The most important PR skill you’ll ever learn… or seem to learn?
At drinks with my old boss from a past agency, we got round to a particularly riveting topic – the most important skill in tech PR. While it might sound incredibly dull and in no way a normal conversation to have after a long week, it actually proved to be a huge source of debate.
Some more intelligent people in the room suggested ‘ability to understand IT’, ‘ability to manage a load of demanding clients and ‘ability to not sound like a robot on the phone’ as three core skills. I’d agree with all of those – all equally important and I’d put all of them on the PR curriculum… if there was one. Wouldn’t that be awesome!

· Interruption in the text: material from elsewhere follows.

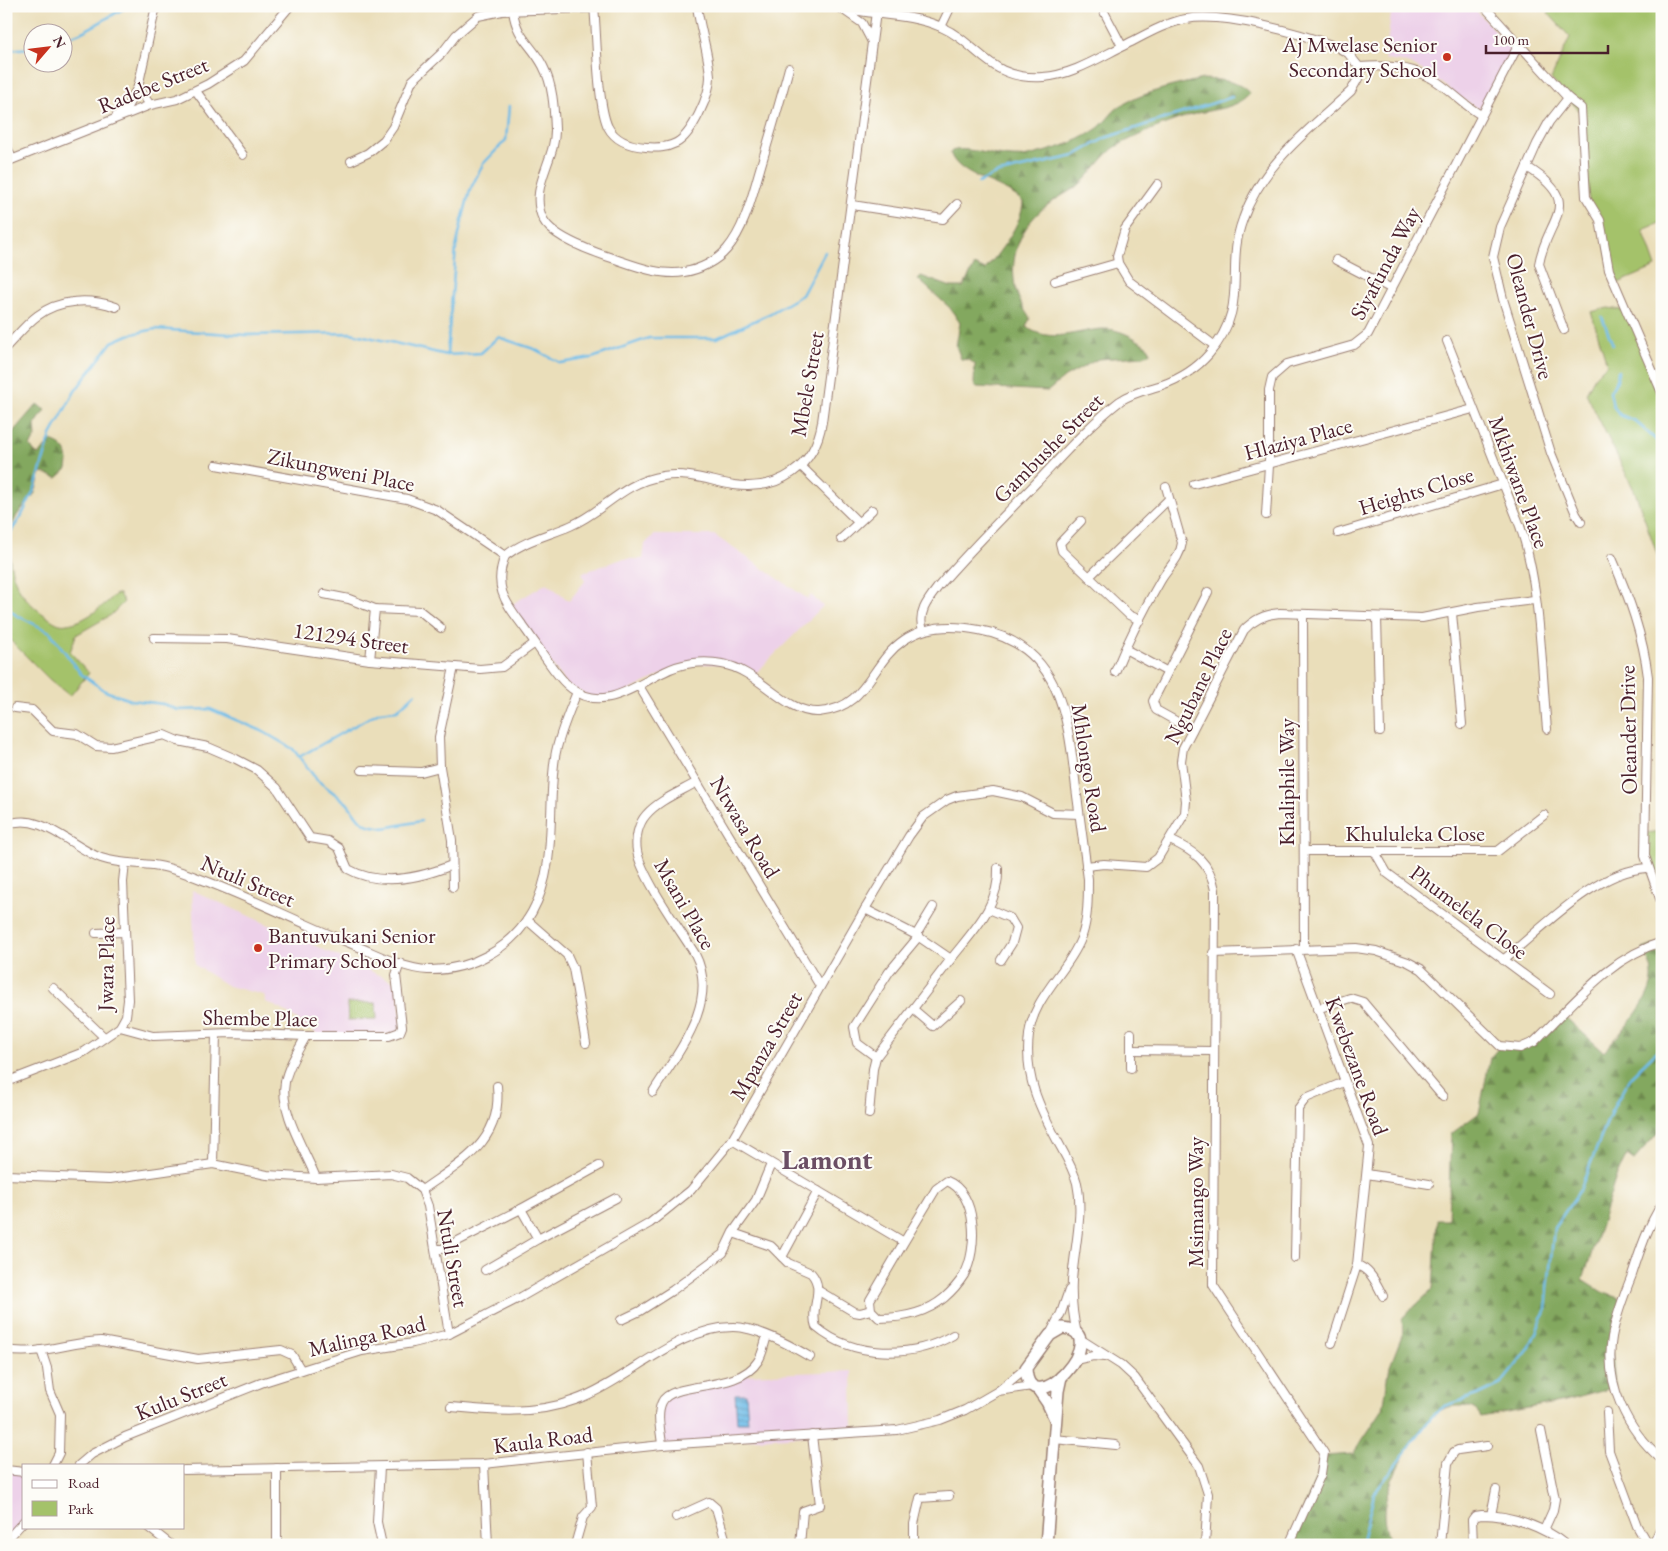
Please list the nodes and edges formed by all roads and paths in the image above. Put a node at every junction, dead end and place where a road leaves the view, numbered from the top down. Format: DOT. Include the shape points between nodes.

But my old boss shook his head, and said ‘No – it’s the ability to PR yourself. You don’t need any of those skills if you can convince everyone else you have them.’ We all laughed but he persisted that the ability to make yourself sound like you’re in control and know your stuff is more important than actually being able to do any of that.
B2B tech PR is known as an area of PR where you genuinely need to know your stuff. If you don’t then certain tech journos will find you, and they will kill you. No, they won’t do that – but there will be some damn awkward phone pitches no matter who you’re talking to. But the ‘PRing yourself’ comment made me wonder – do we need to know, or do we just need to appear as if we know?
For my own sanity, I feel that I do need to know. This is largely driven by paranoia that a client will find me out if I don’t have degree-level knowledge of cloud computing, etc. But, thinking back to before I joined Spark (I hastily add), I worked with many PRs who I saw get fantastic coverage and make clients love them. But they genuinely didn’t have a clue what they were talking about. I remember watching someone sell-in a story about augmented reality and the guy had to Google it whilst on the phone to the FT in order to find out what he was selling in.
He secured that opportunity – and drinks with the journalist who ran a great piece 2 weeks later. Whilst I wouldn’t recommend it and it’s not an approach I’d go for, it does make me wonder what is more important - knowledge or the ability to appear knowledgeable?